:: What to do ::
Below are records to be repeated exactly. Leave their pictures behind.

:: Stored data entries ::
┄┄┄┄┄┄

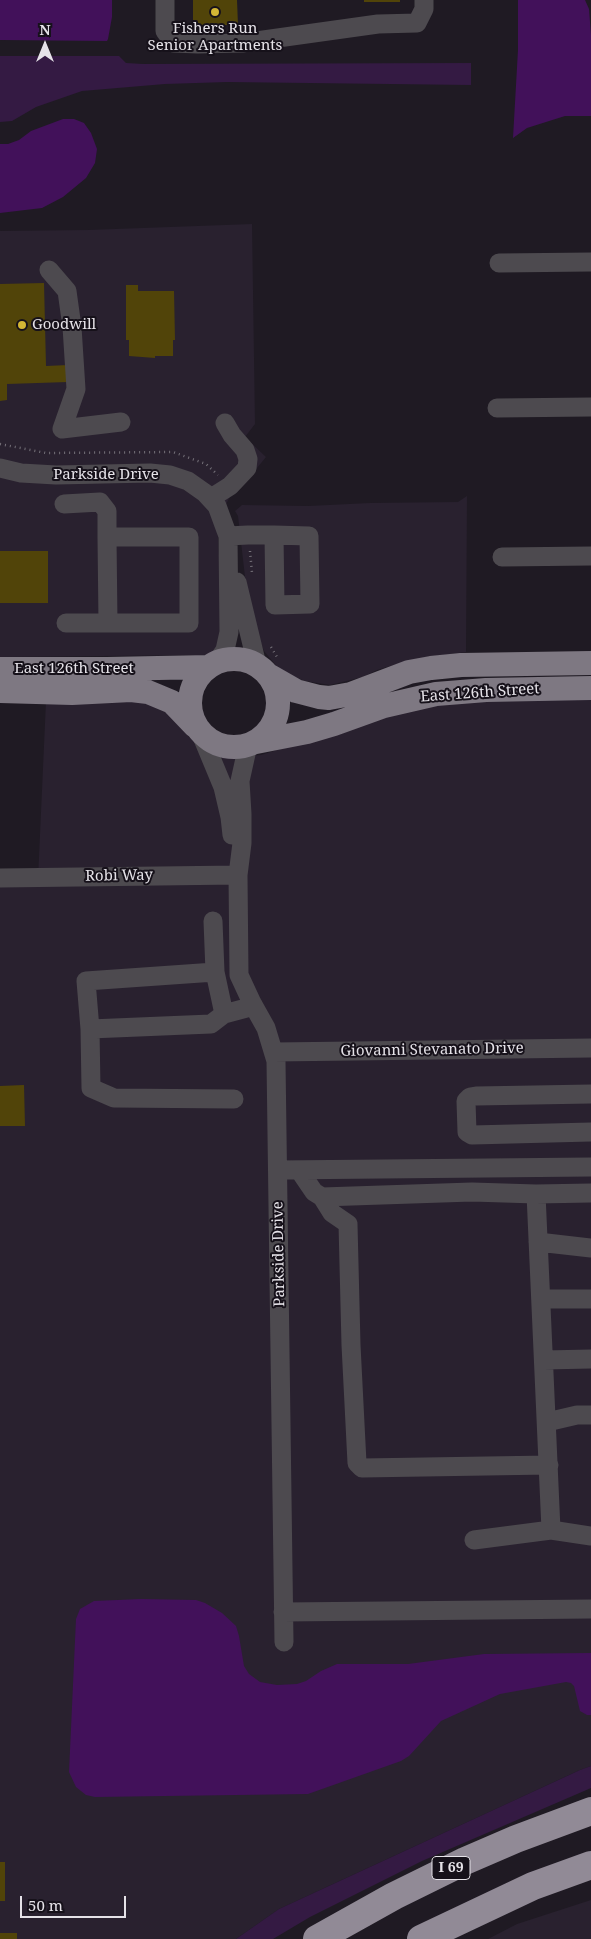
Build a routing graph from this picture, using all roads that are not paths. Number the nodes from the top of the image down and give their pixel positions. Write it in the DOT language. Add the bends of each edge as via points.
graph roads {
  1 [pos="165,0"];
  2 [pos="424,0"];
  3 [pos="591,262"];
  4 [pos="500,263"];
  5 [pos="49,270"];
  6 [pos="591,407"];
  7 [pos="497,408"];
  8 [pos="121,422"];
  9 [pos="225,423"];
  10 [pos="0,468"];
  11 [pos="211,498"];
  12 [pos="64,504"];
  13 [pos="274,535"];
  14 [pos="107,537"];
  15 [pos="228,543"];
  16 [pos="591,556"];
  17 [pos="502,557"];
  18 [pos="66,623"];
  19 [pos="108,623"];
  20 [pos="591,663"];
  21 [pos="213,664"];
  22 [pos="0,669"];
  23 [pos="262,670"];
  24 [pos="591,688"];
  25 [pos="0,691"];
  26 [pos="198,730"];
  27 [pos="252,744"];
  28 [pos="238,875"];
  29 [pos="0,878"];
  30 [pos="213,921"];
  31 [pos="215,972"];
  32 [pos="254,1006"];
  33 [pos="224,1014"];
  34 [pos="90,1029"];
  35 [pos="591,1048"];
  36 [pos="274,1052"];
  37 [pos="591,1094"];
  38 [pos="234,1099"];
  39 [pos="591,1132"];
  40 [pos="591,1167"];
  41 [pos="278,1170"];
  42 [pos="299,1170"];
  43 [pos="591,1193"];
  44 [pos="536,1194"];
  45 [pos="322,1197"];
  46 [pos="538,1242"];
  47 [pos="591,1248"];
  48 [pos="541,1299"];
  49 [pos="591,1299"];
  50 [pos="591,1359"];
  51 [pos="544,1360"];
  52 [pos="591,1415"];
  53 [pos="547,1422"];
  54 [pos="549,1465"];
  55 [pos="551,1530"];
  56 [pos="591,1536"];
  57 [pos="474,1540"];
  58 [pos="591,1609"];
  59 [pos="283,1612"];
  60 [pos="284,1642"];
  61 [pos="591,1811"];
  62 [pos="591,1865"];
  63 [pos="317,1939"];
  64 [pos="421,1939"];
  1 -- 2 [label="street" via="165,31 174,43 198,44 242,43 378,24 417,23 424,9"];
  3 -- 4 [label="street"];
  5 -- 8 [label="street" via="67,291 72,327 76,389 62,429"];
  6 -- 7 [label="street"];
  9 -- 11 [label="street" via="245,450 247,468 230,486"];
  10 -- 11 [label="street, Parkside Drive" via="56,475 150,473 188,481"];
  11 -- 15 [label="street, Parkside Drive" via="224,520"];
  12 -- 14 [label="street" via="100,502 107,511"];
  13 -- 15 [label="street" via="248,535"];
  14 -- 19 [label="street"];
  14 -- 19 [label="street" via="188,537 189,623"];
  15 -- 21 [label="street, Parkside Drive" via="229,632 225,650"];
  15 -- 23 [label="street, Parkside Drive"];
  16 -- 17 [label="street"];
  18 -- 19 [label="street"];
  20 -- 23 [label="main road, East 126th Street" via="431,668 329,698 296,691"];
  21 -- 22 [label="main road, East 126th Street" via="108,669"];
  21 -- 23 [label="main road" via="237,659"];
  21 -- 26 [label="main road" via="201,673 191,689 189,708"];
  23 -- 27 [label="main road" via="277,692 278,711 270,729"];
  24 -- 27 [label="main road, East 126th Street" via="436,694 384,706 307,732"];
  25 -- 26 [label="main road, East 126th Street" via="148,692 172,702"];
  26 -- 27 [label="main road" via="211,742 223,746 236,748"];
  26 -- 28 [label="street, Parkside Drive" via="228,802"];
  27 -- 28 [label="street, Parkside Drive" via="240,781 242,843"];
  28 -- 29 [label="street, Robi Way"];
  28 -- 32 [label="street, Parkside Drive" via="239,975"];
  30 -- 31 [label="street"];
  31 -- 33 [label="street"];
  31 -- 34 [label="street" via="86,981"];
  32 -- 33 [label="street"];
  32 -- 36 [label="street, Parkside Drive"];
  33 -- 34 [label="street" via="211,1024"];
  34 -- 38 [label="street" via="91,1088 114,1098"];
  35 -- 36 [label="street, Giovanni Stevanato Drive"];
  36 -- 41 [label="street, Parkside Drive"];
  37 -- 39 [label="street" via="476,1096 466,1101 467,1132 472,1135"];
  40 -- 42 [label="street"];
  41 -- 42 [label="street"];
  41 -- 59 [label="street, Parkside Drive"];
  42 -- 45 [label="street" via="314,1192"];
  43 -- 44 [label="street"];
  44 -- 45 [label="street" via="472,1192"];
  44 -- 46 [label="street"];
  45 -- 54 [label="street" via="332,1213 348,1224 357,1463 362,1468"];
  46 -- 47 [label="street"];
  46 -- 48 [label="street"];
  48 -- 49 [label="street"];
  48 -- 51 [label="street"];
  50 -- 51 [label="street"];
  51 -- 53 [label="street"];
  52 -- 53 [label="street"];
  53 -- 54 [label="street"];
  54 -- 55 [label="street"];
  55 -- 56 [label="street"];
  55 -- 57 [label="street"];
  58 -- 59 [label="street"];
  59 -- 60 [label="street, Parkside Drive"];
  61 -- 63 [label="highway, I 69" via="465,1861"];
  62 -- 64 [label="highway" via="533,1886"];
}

┄┄┄┄┄┄

:: Response area ::
Build a routing graph from this picture, using all roads that are not paths. Number the nodes from the top of the image down and give their pixel positions. Write it in the DOT language. Add the bends of each edge as via points.
graph roads {
  1 [pos="165,0"];
  2 [pos="424,0"];
  3 [pos="591,262"];
  4 [pos="500,263"];
  5 [pos="49,270"];
  6 [pos="591,407"];
  7 [pos="497,408"];
  8 [pos="121,422"];
  9 [pos="225,423"];
  10 [pos="0,468"];
  11 [pos="211,498"];
  12 [pos="64,504"];
  13 [pos="274,535"];
  14 [pos="107,537"];
  15 [pos="228,543"];
  16 [pos="591,556"];
  17 [pos="502,557"];
  18 [pos="66,623"];
  19 [pos="108,623"];
  20 [pos="591,663"];
  21 [pos="213,664"];
  22 [pos="0,669"];
  23 [pos="262,670"];
  24 [pos="591,688"];
  25 [pos="0,691"];
  26 [pos="198,730"];
  27 [pos="252,744"];
  28 [pos="238,875"];
  29 [pos="0,878"];
  30 [pos="213,921"];
  31 [pos="215,972"];
  32 [pos="254,1006"];
  33 [pos="224,1014"];
  34 [pos="90,1029"];
  35 [pos="591,1048"];
  36 [pos="274,1052"];
  37 [pos="591,1094"];
  38 [pos="234,1099"];
  39 [pos="591,1132"];
  40 [pos="591,1167"];
  41 [pos="278,1170"];
  42 [pos="299,1170"];
  43 [pos="591,1193"];
  44 [pos="536,1194"];
  45 [pos="322,1197"];
  46 [pos="538,1242"];
  47 [pos="591,1248"];
  48 [pos="541,1299"];
  49 [pos="591,1299"];
  50 [pos="591,1359"];
  51 [pos="544,1360"];
  52 [pos="591,1415"];
  53 [pos="547,1422"];
  54 [pos="549,1465"];
  55 [pos="551,1530"];
  56 [pos="591,1536"];
  57 [pos="474,1540"];
  58 [pos="591,1609"];
  59 [pos="283,1612"];
  60 [pos="284,1642"];
  61 [pos="591,1811"];
  62 [pos="591,1865"];
  63 [pos="317,1939"];
  64 [pos="421,1939"];
  1 -- 2 [label="street" via="165,31 174,43 198,44 242,43 378,24 417,23 424,9"];
  3 -- 4 [label="street"];
  5 -- 8 [label="street" via="67,291 72,327 76,389 62,429"];
  6 -- 7 [label="street"];
  9 -- 11 [label="street" via="245,450 247,468 230,486"];
  10 -- 11 [label="street, Parkside Drive" via="56,475 150,473 188,481"];
  11 -- 15 [label="street, Parkside Drive" via="224,520"];
  12 -- 14 [label="street" via="100,502 107,511"];
  13 -- 15 [label="street" via="248,535"];
  14 -- 19 [label="street"];
  14 -- 19 [label="street" via="188,537 189,623"];
  15 -- 21 [label="street, Parkside Drive" via="229,632 225,650"];
  15 -- 23 [label="street, Parkside Drive"];
  16 -- 17 [label="street"];
  18 -- 19 [label="street"];
  20 -- 23 [label="main road, East 126th Street" via="431,668 329,698 296,691"];
  21 -- 22 [label="main road, East 126th Street" via="108,669"];
  21 -- 23 [label="main road" via="237,659"];
  21 -- 26 [label="main road" via="201,673 191,689 189,708"];
  23 -- 27 [label="main road" via="277,692 278,711 270,729"];
  24 -- 27 [label="main road, East 126th Street" via="436,694 384,706 307,732"];
  25 -- 26 [label="main road, East 126th Street" via="148,692 172,702"];
  26 -- 27 [label="main road" via="211,742 223,746 236,748"];
  26 -- 28 [label="street, Parkside Drive" via="228,802"];
  27 -- 28 [label="street, Parkside Drive" via="240,781 242,843"];
  28 -- 29 [label="street, Robi Way"];
  28 -- 32 [label="street, Parkside Drive" via="239,975"];
  30 -- 31 [label="street"];
  31 -- 33 [label="street"];
  31 -- 34 [label="street" via="86,981"];
  32 -- 33 [label="street"];
  32 -- 36 [label="street, Parkside Drive"];
  33 -- 34 [label="street" via="211,1024"];
  34 -- 38 [label="street" via="91,1088 114,1098"];
  35 -- 36 [label="street, Giovanni Stevanato Drive"];
  36 -- 41 [label="street, Parkside Drive"];
  37 -- 39 [label="street" via="476,1096 466,1101 467,1132 472,1135"];
  40 -- 42 [label="street"];
  41 -- 42 [label="street"];
  41 -- 59 [label="street, Parkside Drive"];
  42 -- 45 [label="street" via="314,1192"];
  43 -- 44 [label="street"];
  44 -- 45 [label="street" via="472,1192"];
  44 -- 46 [label="street"];
  45 -- 54 [label="street" via="332,1213 348,1224 357,1463 362,1468"];
  46 -- 47 [label="street"];
  46 -- 48 [label="street"];
  48 -- 49 [label="street"];
  48 -- 51 [label="street"];
  50 -- 51 [label="street"];
  51 -- 53 [label="street"];
  52 -- 53 [label="street"];
  53 -- 54 [label="street"];
  54 -- 55 [label="street"];
  55 -- 56 [label="street"];
  55 -- 57 [label="street"];
  58 -- 59 [label="street"];
  59 -- 60 [label="street, Parkside Drive"];
  61 -- 63 [label="highway, I 69" via="465,1861"];
  62 -- 64 [label="highway" via="533,1886"];
}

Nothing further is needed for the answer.